A local stress approach for ductile crack propagation (Integration into the GTN model framework and demonstrations)

Abstract

A local stress approach, employing failure conditions derived from notched round-bar tensile tests has successfully traced the ductile crack propagation in compact tension (CT) specimens. The failure condition is expressed using the failure stress index (FSI), which is a linear sum of equivalent and mean stresses. Material failure occurs when the FSI reaches a specific limit. The limit FSI, applicable to high-stress triaxiality ranges—particularly in the crack frontal region—was established based on the failure conditions observed at the center of the notched cross-section of round-bar specimens from two steel grades. We utilized the Gurson–Tvergaard–Needleman (GTN) model, incorporating a stress-controlled void nucleation term, as a framework to implement the limit FSI. The model can induce intense void nucleation and growth occurring just before failure, leading to final material failure. The model faithfully replicated the failure process of the notched round-bar specimens of two steel grades. Key model parameters include the void nucleation stress, and the correction coefficient related to the limit FSI, reducing the need to adjust other void growth parameters such as the initial void fraction. Ultimately, the model effectively traced the ductile crack propagation in CT specimens of two steel grades.

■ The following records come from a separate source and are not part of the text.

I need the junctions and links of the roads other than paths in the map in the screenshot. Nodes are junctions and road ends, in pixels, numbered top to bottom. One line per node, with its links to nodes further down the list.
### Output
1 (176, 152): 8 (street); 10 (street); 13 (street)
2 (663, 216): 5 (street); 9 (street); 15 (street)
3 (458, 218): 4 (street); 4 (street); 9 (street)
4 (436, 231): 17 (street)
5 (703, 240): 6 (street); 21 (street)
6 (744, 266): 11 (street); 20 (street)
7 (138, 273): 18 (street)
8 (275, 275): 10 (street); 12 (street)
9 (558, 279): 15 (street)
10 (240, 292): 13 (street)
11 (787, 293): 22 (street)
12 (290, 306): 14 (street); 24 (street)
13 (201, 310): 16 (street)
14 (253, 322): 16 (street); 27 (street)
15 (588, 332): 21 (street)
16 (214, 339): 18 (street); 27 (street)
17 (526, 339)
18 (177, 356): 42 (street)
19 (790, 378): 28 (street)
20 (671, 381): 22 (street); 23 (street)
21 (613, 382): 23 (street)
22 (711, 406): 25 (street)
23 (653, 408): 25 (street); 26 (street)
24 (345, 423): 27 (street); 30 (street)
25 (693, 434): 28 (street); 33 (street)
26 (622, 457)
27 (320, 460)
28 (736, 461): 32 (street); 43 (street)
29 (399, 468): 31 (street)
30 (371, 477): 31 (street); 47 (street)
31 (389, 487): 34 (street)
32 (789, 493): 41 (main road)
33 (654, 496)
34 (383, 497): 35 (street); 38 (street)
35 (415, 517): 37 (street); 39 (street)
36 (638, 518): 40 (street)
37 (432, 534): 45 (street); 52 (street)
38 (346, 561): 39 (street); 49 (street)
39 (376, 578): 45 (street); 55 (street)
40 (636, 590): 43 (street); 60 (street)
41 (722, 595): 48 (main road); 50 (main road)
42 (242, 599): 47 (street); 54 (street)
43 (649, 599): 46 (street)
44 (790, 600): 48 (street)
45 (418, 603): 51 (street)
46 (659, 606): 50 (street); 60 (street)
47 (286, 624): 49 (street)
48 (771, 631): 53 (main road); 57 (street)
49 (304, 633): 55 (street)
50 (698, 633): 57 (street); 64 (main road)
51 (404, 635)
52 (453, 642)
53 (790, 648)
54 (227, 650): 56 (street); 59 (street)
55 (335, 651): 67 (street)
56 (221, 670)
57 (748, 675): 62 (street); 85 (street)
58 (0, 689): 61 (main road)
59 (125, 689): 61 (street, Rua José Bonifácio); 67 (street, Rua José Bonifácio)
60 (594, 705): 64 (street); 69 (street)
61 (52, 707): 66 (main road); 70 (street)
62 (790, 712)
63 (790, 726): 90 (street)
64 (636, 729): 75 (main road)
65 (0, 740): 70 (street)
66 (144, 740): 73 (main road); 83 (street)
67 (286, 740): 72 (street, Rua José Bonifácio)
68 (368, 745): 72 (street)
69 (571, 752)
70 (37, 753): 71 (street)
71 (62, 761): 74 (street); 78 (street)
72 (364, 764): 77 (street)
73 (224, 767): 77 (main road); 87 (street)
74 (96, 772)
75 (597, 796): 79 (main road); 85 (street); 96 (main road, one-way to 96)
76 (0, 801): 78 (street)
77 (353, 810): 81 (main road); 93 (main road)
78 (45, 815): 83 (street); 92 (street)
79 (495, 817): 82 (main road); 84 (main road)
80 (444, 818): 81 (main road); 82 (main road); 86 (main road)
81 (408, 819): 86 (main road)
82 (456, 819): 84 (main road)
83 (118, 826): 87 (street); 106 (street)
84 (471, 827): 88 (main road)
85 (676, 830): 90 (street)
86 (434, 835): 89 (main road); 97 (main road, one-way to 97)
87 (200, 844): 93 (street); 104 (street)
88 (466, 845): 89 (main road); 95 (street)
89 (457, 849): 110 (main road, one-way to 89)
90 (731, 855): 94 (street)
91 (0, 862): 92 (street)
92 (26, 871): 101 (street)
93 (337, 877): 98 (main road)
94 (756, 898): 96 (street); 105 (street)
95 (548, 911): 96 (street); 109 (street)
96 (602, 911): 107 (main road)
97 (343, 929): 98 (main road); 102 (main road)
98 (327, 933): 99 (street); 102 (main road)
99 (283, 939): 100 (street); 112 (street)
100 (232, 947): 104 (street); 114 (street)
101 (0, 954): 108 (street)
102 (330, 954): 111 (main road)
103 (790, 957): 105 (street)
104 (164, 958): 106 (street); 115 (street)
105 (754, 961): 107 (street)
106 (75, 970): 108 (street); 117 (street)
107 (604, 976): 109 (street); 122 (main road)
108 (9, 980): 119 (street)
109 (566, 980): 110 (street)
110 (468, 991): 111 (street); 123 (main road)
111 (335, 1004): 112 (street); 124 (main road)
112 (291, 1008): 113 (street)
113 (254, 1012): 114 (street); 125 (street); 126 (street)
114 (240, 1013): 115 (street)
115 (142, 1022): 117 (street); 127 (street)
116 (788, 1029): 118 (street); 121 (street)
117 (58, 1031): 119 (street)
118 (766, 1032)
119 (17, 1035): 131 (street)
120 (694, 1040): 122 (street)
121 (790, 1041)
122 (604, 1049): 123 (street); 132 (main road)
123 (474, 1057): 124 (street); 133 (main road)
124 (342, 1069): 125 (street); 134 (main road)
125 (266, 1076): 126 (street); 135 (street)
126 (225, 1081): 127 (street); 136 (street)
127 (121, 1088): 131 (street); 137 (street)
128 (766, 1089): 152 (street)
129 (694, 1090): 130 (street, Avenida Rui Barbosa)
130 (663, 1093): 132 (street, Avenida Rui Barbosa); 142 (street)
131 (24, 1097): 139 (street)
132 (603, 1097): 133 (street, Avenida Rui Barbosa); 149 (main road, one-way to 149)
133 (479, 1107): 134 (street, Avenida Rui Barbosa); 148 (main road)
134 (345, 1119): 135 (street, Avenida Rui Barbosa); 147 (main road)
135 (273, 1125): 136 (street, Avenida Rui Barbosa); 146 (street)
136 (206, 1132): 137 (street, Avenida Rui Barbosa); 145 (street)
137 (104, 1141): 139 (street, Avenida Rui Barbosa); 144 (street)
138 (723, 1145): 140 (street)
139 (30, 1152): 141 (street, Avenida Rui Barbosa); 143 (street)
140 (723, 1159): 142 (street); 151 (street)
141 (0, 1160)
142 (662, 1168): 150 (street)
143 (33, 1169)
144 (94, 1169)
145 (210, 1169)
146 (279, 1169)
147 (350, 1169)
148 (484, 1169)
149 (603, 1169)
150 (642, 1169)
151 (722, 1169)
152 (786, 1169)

A critical aspect of the analysis was the emergence of an FSI concentration zone ahead of the crack tip, termed the process zone. This zone indicates that void nucleation initiates not at the crack tip itself but within its frontal region. Additionally, scanning-electron-microscope examination of fracture surfaces revealed that similar fracture processes play in both notched round-bar and CT specimens. These findings reinforce the applicability of the limit FSI in predicting microscopic failures in the frontal region of mode I ductile cracks.